The speed at which stars and gas rotate around the galactic center is directly related to the total mass enclosed within their orbits. Without the constant inward pull of gravity, the high rotational velocities observed in the outer regions of galaxies would fling their components into intergalactic space. Gravity also pulls together initial clouds of gas and dust, triggering the gravitational collapse that leads to a galaxy’s birth. This force continues to shape galactic structure, influencing everything from the formation of spiral arms to the eventual merger of two galaxies.

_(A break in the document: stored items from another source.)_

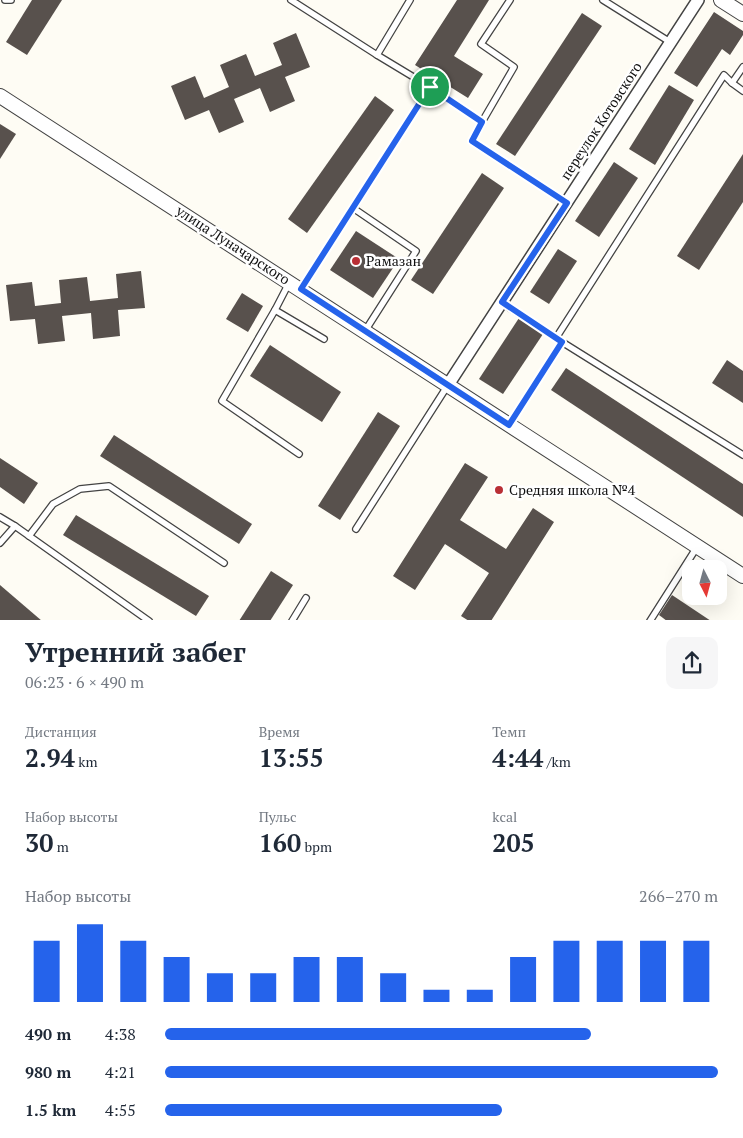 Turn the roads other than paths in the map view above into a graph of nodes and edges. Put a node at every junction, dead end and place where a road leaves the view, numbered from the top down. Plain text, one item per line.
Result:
1 (5, 0) edge
2 (11, 0) edge
3 (291, 0) edge
4 (410, 0) edge
5 (510, 0) edge
6 (603, 0) edge
7 (698, 0) edge
8 (721, 0) edge
9 (743, 14) edge
10 (670, 42) junction
11 (377, 56) junction
12 (743, 67) edge
13 (732, 83) junction
14 (430, 87) junction
15 (743, 91) edge
16 (0, 96) edge
17 (482, 122) junction
18 (567, 203) junction
19 (353, 208) junction
20 (295, 285) junction
21 (502, 302) junction
22 (275, 310) junction
23 (365, 331) junction
24 (324, 339) dead end
25 (559, 340) junction
26 (448, 385) junction
27 (509, 425) junction
28 (299, 454) dead end
29 (743, 455) edge
30 (0, 517) edge
31 (15, 526) junction
32 (356, 529) dead end
33 (29, 536) junction
34 (0, 543) edge
35 (697, 547) junction
36 (224, 563) dead end
37 (743, 576) edge
38 (306, 598) dead end
39 (149, 620) edge
40 (292, 620) edge
41 (650, 620) edge

1 - 2 lane
3 - 11 lane
4 - 11 lane
5 - 17 lane
6 - 10 lane
7 - 10 street, переулок Котовского
8 - 9 street
10 - 18 street, переулок Котовского
11 - 14 lane
12 - 13 lane
13 - 15 lane
13 - 25 lane
14 - 17 lane
14 - 19 lane
16 - 20 street, улица Луначарского
17 - 18 lane
18 - 21 street, переулок Котовского
19 - 20 lane
19 - 23 lane
20 - 22 lane
20 - 23 street, улица Луначарского
21 - 25 lane
21 - 26 street, переулок Котовского
22 - 24 lane
22 - 28 lane
23 - 26 street, улица Луначарского
25 - 27 lane
25 - 29 lane
26 - 27 street, улица Луначарского
26 - 32 lane
27 - 35 street, улица Луначарского
30 - 31 lane
31 - 33 lane
31 - 34 lane
33 - 36 lane
33 - 39 lane
35 - 37 street, улица Луначарского
35 - 41 lane
38 - 40 lane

The Invisible Component: Dark Matter
All galaxies are embedded within a vast, invisible structure known as a dark matter halo, which is the dominant mass component of the system. Dark matter is non-baryonic, meaning it is not composed of the protons and neutrons that make up all visible matter, and it does not interact with light. Its presence is inferred solely through its powerful gravitational influence on the visible parts of the galaxy.
Observations of galaxy rotation curves provide the most compelling evidence for this unseen mass. Astronomers found that stars far from the galactic center orbit at unexpectedly high, constant velocities, rather than slowing down as predicted by visible mass alone. To account for this discrepancy, every galaxy must contain a spherically distributed halo of dark matter that extends far beyond the visible boundaries. This dark matter accounts for approximately 85% of the total mass in a typical galaxy.
Composition of Visible Matter
While dark matter provides the mass foundation, all galaxies share the same fundamental building blocks of visible, or baryonic, matter. The most obvious component is stars, which are dense pockets of hydrogen and helium undergoing nuclear fusion. These stars exist in various evolutionary stages, from young, hot blue stars to older, cooler red giants and their remnants.
The space between these stars is filled with the interstellar medium, which universally consists of gas and cosmic dust. The gas is primarily composed of hydrogen and helium, the two lightest elements, which serve as the raw material for new star formation. Cosmic dust, made of heavier elements created inside stars, is also present throughout the galaxy, often obscuring light. Although the ratio of stars, gas, and dust varies significantly, the presence of these three core components is a shared characteristic of all galaxies.
The Central Supermassive Black Hole
A common feature is the presence of a supermassive black hole (SMBH) residing at the heart of nearly every large galaxy. These gravitational behemoths are millions to billions of times the mass of the Sun. For instance, the Milky Way hosts Sagittarius A, which has a mass about four million times that of our sun.
The existence of the SMBH is not merely coincidental; its mass appears proportional to the mass of the galaxy’s central bulge, suggesting a deep co-evolutionary relationship. Even if the black hole is currently dormant, it remains a permanent fixture in the galactic nucleus, influencing the dynamics of the surrounding stars. While some dwarf galaxies may be exceptions, this rule holds true for the vast majority of observed galaxies, establishing the SMBH as an inherent part of the galactic structure.